Examples are a pox-resistant plum developed by USDA’s Agricultural Research Service (ARS), blight-resistant peanuts and insect-resistant potatoes. Others are citrus trees resistant to citrus greening, potatoes that resist late blight and cotton seed that could be used as a feed protein source. All in all, CAST summarized studies that have shown “some 300 traits in approximately 80 crops have been shelved, with the projects terminated or dormant, remaining to be activated and commercialized.”

That view was reinforced at the Agri-Pulse summit by Nina Fedoroff, senior science adviser at OFW Law and former State Department adviser. “Hundreds of millions of dollars of safety studies have turned up no evidence of a problem” with biotech traits in food, she said. “We’ve been regulating hypothetical hazards for 30 years.”

“Now is the time to get the regulation right because we have the CRISPR technology,” Fedoroff said, referring to gene editing techniques which do not involve the insertion of unrelated genes as in transgenic forms of GMO technology.

Nina Federoff

Nina Fedoroff, OFW Law

Without endorsing the Trump administration’s broader deregulation agenda, she said current efforts to deregulate offer “the best chance in this particular case” to adopt less restrictive biotech rules. “If this administration can’t get it right, we may not have another chance,” said Fedoroff, a former Penn State microbiologist.

“We need to get our regulation right and then negotiate with other countries,” she said, in order to better synchronize approvals of new biotech traits.

“We have to get our act together and then harmonize with other countries,” said Sonny Ramaswamy, director of USDA’s National Institute of Food and Agriculture (NIFA).

Speakers recognized the challenge of overcoming critics of the technology. “The activists against GMOs see gene editing as new cash cows,” said Van Eenennaam. “They have a vested interest in hyping fear.” Yet she sees room for optimism. “The next generation is tech savvy. It’s not going to go with fearmongering.”

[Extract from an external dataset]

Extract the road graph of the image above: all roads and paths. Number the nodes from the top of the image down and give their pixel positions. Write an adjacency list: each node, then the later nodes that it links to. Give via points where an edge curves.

Fedoroff said it is important to “recognize that the well has already been poisoned.” However, USDA “has an incredible role to play because it is such a trusted organization.” She recognized that any USDA effort to explain biotechnology to the public carries the risk that activists would try to brand the department as a shill for industry, “but it has to rely on science, which is quite clear.”

The regulatory system needs to be adjusted or “public, academic, and small business entities will continue to be frustrated in using these safe tools to deliver useful products,” the CAST paper said. “Current regulations are sometimes based on spurious, undocumented risks – onerous, expensive regulations discourage innovation, especially in small businesses and universities” that “have been almost entirely excluded from the agricultural biotechnology market,” it asserted.

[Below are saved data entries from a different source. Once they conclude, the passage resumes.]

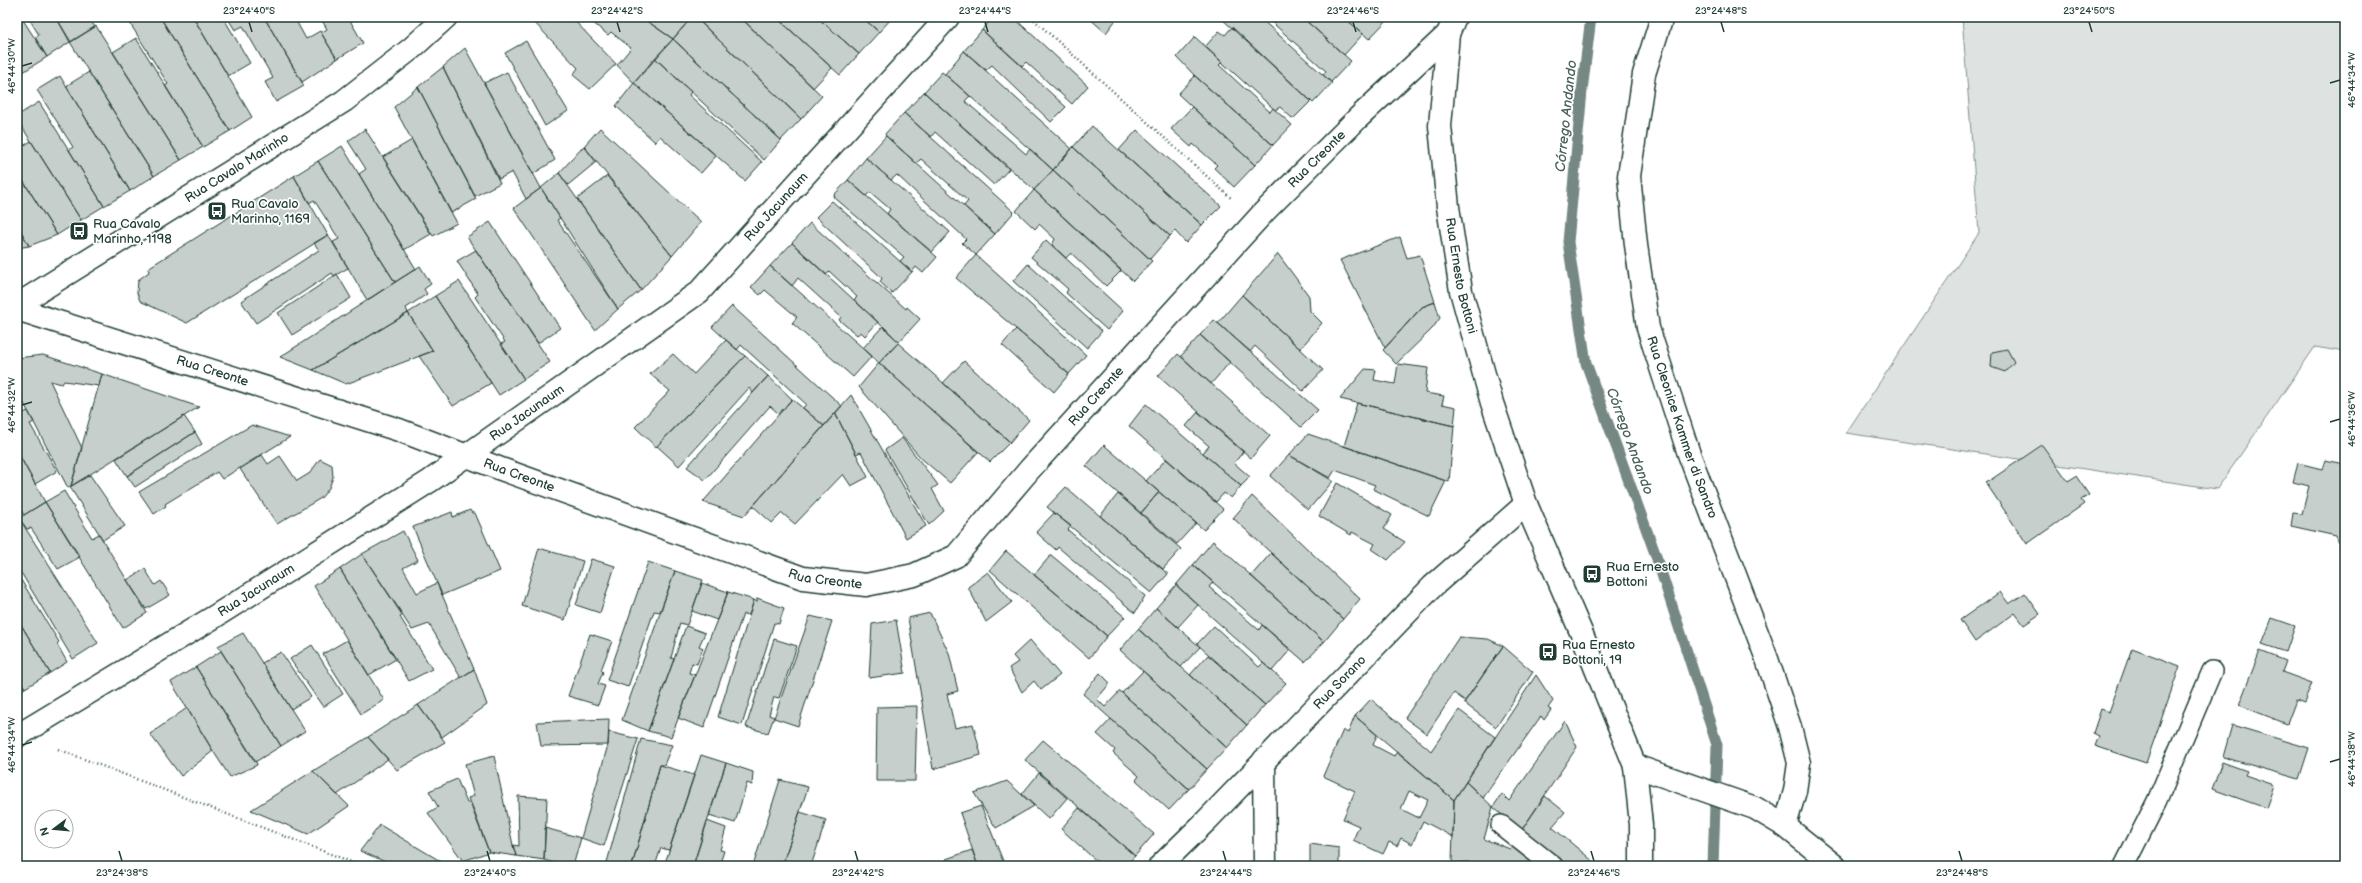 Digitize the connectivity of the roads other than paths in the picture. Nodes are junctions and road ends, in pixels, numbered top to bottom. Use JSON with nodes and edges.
{"nodes":[{"id":1,"x":446,"y":17,"type":"edge"},
{"id":2,"x":948,"y":17,"type":"edge"},
{"id":3,"x":1662,"y":17,"type":"edge"},
{"id":4,"x":1451,"y":26,"type":"edge"},
{"id":5,"x":17,"y":305,"type":"edge"},
{"id":6,"x":17,"y":309,"type":"edge"},
{"id":7,"x":467,"y":455,"type":"junction"},
{"id":8,"x":1526,"y":504,"type":"junction"},
{"id":9,"x":2212,"y":671,"type":"dead end"},
{"id":10,"x":18,"y":735,"type":"edge"},
{"id":11,"x":1264,"y":760,"type":"junction"},
{"id":12,"x":1635,"y":766,"type":"junction"},
{"id":13,"x":1501,"y":826,"type":"dead end"},
{"id":14,"x":1784,"y":826,"type":"junction"},
{"id":15,"x":1160,"y":866,"type":"edge"},
{"id":16,"x":1265,"y":866,"type":"edge"},
{"id":17,"x":1553,"y":866,"type":"edge"},
{"id":18,"x":1641,"y":866,"type":"edge"},
{"id":19,"x":1835,"y":866,"type":"edge"},
{"id":20,"x":2124,"y":866,"type":"edge"}],
"edges":[{"from":1,"to":5,"type":"street","name":"Rua Cavalo Marinho"},
{"from":2,"to":7,"type":"street","name":"Rua Jacunaum"},
{"from":3,"to":14,"type":"street","name":"Rua Cleonice Kammer di Sandro"},
{"from":4,"to":7,"type":"street","name":"Rua Creonte"},
{"from":4,"to":8,"type":"street","name":"Rua Ernesto Bottoni"},
{"from":6,"to":7,"type":"street","name":"Rua Creonte"},
{"from":7,"to":10,"type":"street","name":"Rua Jacunaum"},
{"from":8,"to":11,"type":"street","name":"Rua Sorano"},
{"from":8,"to":12,"type":"street","name":"Rua Ernesto Bottoni"},
{"from":9,"to":20,"type":"lane"},
{"from":11,"to":15,"type":"street","name":"Rua Sorano"},
{"from":11,"to":16,"type":"street"},
{"from":12,"to":14,"type":"street"},
{"from":12,"to":18,"type":"street","name":"Rua Ernesto Bottoni"},
{"from":13,"to":17,"type":"lane"},
{"from":14,"to":19,"type":"street"}]}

It concluded that the current process-based U.S. biotechnology regulatory system is a scientifically unjustified barrier to agricultural innovation. “Since the early 1980s, American taxpayers have invested heavily in public (especially USDA and universities) and small private entities to develop improved crops and foods using agricultural biotechnology, including genetic engineering,” it said. “In spite of this considerable investment, the returns have been scant, with the unnecessarily onerous U.S. regulatory system operated by the USDA, FDA and EPA largely to blame.”